Moon's Impact Craters Contain Remnants of Asteroids
A new study shows that approximately 25 percent of the moon's impact craters may actually retain substantial remnants of the asteroids that created them.
"Future studies of the moon's composition will have to show that exposed surface rocks really come from the moon and were not delivered by impacts, especially for unusual or exotic minerals," said co-author Jay Melosh of Purdue University.
Melosh and his colleagues, led by Zhong Yue of Purdue and the Chinese Academy of Sciences' Institute of Remote Sensing Applications in Beijing, used computer models to simulate the formation of lunar craters by asteroid impacts.
The researchers saw that one-quarter of space rock strikes on the moon is likely to occur at a velocity of 26,800 mph or less.
According to the National Park Service, the width of a crater can accumulate remanats of asteroids as the body tends to collapse under the moon's gravity.
These findings might explain the occurrence of minerals called spinels and olivines in the central peaks of large lunar craters.
Spinels and olivines are common in many asteroids, so it's possible that these and other minerals that scientists had assumed were indigenous to the moon were actually delivered via space rock strikes, researchers said.
"We cannot infer the deep composition of the moon from rocks in the centers of large craters without more care than has been used to date," Melosh said, according to SPACE.com via email, according to Fox News.

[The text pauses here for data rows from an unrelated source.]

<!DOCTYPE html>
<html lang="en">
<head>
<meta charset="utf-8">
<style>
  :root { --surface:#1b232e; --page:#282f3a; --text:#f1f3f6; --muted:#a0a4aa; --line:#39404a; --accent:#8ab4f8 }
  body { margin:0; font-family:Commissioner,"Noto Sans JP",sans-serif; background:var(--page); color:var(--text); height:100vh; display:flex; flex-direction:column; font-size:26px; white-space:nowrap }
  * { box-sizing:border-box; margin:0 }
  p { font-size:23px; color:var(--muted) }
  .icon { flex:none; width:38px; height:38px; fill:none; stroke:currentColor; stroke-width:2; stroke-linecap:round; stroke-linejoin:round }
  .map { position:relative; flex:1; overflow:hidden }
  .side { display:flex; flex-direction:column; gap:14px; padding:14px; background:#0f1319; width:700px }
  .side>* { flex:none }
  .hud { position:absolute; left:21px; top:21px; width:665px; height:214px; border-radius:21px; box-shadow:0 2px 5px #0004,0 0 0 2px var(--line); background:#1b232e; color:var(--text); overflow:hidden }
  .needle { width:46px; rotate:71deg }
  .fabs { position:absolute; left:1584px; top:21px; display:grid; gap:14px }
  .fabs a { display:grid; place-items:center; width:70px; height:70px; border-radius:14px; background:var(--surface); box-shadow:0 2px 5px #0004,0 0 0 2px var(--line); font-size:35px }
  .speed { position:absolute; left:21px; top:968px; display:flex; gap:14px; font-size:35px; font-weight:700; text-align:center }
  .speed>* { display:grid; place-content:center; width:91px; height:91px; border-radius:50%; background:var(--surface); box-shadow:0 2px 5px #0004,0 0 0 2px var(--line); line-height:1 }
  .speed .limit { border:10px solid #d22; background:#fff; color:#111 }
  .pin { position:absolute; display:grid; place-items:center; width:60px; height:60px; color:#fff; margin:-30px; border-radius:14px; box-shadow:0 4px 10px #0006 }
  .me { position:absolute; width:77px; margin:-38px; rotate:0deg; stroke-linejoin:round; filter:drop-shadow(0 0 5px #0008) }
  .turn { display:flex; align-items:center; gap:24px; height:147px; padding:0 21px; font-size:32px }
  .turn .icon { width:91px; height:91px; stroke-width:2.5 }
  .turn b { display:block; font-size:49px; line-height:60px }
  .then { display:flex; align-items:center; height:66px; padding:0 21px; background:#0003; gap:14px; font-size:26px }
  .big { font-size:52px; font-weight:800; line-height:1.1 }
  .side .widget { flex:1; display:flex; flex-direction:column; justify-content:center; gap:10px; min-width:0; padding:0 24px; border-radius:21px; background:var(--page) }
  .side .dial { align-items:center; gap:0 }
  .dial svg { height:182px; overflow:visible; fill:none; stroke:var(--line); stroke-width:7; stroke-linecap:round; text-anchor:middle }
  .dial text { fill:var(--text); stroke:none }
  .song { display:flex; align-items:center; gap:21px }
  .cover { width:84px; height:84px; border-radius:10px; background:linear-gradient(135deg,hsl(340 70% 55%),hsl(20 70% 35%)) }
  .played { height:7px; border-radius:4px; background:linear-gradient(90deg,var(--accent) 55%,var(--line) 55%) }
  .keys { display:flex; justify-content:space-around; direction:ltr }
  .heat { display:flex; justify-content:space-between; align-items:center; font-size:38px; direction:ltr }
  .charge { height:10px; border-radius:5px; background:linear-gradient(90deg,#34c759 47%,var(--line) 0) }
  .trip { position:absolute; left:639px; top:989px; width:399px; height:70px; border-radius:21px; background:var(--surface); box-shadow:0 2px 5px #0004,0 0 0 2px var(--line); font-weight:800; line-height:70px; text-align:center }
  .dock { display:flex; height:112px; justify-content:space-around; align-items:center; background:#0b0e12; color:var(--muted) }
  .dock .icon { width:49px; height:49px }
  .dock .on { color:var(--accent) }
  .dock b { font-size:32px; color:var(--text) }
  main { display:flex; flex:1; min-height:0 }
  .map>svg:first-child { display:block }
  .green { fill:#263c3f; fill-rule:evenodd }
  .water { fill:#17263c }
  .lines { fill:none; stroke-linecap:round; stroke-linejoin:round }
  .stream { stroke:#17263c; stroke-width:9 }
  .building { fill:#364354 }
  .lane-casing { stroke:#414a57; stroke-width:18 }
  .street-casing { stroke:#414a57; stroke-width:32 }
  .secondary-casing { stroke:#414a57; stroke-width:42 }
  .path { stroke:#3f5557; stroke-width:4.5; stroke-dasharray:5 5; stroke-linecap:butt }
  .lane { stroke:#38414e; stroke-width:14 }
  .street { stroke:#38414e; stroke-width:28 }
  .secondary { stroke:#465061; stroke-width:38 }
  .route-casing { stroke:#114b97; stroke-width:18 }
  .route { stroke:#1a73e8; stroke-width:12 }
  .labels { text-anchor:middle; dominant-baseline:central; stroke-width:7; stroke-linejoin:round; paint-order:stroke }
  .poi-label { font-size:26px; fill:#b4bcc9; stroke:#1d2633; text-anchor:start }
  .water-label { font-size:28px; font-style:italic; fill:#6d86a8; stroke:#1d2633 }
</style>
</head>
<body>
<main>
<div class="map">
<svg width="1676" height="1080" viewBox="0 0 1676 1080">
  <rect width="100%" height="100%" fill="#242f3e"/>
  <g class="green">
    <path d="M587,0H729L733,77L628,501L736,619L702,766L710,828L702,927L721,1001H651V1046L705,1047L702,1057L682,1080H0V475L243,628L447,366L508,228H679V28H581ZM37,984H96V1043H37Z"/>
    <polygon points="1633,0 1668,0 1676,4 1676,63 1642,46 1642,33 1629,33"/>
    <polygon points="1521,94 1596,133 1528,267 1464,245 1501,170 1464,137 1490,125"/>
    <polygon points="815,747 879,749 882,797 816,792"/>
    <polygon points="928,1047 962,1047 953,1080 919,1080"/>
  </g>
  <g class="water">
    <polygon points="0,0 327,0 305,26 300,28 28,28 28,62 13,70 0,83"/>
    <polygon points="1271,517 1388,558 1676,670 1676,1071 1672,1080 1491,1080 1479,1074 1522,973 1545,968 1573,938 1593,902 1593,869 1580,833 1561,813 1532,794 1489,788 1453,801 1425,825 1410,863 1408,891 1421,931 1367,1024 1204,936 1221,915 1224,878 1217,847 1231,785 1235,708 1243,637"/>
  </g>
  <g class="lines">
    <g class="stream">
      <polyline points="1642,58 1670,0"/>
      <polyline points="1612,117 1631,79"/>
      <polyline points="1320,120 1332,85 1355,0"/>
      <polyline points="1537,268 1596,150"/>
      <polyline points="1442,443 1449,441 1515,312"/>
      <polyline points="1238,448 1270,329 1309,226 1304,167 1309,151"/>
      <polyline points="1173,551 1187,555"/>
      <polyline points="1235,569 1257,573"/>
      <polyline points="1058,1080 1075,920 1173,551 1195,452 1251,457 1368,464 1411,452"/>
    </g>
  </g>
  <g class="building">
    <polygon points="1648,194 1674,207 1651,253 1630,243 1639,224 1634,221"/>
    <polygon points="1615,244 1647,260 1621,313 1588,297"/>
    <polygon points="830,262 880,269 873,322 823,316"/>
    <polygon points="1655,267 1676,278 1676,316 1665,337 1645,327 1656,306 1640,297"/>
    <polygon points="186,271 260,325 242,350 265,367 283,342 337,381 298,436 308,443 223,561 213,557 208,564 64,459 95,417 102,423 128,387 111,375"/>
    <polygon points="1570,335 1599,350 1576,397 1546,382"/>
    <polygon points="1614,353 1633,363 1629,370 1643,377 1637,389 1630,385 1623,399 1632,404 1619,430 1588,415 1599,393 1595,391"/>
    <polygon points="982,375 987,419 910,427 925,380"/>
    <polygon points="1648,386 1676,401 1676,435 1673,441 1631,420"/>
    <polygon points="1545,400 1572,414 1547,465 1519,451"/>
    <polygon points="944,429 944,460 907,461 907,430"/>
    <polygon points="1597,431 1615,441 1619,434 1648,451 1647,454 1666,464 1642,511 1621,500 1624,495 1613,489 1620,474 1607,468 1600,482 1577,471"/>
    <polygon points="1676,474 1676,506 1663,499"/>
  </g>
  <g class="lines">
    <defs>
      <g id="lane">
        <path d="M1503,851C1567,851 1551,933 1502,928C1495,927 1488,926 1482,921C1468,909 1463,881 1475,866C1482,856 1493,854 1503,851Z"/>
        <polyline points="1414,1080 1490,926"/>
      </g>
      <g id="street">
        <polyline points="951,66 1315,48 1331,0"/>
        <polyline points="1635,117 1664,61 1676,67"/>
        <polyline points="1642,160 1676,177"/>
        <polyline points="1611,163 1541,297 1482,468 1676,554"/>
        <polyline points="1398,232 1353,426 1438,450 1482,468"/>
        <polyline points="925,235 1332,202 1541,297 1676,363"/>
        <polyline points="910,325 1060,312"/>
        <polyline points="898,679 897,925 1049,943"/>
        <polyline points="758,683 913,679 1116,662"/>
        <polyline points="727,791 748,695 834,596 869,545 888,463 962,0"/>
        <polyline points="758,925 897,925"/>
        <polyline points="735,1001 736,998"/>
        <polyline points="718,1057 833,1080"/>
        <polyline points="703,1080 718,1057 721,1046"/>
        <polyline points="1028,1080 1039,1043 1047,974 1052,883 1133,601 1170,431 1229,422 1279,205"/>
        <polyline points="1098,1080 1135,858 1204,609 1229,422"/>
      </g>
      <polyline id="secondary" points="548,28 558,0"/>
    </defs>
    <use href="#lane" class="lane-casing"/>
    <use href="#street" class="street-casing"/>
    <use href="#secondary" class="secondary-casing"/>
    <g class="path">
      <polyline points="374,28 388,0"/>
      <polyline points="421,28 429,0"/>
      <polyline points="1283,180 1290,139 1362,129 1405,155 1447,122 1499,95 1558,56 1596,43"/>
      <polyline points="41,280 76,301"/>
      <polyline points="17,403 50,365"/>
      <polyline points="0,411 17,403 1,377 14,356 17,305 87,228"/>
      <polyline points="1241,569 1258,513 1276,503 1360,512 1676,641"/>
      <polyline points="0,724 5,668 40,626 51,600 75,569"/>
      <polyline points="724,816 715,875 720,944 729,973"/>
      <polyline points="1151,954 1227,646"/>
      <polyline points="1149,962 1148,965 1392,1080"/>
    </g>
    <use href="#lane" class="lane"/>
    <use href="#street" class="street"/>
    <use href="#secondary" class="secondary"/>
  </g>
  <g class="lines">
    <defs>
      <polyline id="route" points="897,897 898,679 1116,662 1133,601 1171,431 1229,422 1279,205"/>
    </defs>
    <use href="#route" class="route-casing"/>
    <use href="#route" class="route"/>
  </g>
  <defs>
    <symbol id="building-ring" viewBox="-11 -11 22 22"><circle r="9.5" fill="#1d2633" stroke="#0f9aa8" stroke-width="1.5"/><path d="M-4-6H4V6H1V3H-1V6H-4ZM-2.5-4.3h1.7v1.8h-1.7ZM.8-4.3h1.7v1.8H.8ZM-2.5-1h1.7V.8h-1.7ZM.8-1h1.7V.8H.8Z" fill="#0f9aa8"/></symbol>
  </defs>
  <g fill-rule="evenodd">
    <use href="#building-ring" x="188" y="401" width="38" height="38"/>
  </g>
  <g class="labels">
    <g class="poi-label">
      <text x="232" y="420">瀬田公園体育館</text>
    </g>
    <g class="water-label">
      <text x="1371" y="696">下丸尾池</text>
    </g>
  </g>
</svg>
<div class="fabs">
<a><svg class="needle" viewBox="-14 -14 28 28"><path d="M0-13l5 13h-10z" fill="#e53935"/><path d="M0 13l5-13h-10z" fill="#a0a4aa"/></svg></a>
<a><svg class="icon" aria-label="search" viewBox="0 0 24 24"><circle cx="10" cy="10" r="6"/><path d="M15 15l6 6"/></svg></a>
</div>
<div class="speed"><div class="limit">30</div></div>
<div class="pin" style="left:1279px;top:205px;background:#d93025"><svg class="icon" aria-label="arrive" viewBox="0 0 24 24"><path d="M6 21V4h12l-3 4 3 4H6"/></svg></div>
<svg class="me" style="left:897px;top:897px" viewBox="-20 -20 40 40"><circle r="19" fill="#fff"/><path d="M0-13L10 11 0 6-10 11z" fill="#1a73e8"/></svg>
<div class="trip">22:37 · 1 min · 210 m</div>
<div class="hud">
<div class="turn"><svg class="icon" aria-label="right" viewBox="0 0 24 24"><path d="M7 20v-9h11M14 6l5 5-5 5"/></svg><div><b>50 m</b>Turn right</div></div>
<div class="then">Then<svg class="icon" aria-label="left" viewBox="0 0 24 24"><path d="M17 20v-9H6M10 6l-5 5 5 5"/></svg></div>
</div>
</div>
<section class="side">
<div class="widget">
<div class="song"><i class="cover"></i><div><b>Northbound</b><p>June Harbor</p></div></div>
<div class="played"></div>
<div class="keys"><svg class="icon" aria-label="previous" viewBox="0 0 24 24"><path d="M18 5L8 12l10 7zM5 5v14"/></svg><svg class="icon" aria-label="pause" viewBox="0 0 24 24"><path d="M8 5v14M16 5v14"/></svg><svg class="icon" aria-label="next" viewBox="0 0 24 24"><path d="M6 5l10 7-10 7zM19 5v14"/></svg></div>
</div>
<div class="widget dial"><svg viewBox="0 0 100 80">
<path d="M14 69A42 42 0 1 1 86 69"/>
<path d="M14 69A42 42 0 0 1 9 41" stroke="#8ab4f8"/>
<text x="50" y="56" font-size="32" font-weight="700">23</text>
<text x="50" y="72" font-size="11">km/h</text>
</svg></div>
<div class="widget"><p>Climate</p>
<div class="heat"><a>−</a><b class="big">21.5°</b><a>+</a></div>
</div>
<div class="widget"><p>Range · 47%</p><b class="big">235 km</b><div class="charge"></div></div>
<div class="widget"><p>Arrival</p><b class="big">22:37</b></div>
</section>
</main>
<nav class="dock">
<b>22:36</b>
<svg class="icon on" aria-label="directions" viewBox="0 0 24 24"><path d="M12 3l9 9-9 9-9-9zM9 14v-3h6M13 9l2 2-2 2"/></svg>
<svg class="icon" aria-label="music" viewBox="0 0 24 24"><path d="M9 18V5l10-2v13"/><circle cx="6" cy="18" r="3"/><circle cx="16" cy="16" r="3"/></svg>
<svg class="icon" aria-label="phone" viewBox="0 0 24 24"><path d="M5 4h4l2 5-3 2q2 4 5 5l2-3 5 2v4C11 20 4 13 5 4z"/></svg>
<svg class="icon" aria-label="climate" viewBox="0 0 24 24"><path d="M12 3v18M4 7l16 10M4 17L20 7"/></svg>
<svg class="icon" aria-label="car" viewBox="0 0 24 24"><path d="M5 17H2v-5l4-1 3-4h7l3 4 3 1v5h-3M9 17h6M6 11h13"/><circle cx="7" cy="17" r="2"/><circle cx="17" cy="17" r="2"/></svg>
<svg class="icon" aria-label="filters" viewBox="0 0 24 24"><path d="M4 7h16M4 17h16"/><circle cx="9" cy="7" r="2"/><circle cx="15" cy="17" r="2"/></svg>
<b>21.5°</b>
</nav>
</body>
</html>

These finds could show that material blasted off Earth by colossal impacts long ago, which may have hit the moon at relatively slow velocities.
"This raises the possibility of finding early Earth material, ejected by collisions billions of years ago, in massive deposits on the moon, and suggests yet another explanation for the spinels: that they are deposits derived from the Earth's upper mantle, emplaced long ago on to the moon and reworked," Erik Asphaug of Arizona State University, according to the same issue of Nature Geoscience.
"Even more provocative is the suggestion that we might someday find Earth's protobiological materials, no longer available on our geologically active and repeatedly recycled planet, in dry storage up in the lunar 'attic."
The findings of the new study are published online May 26 in the journal Nature Geoscience.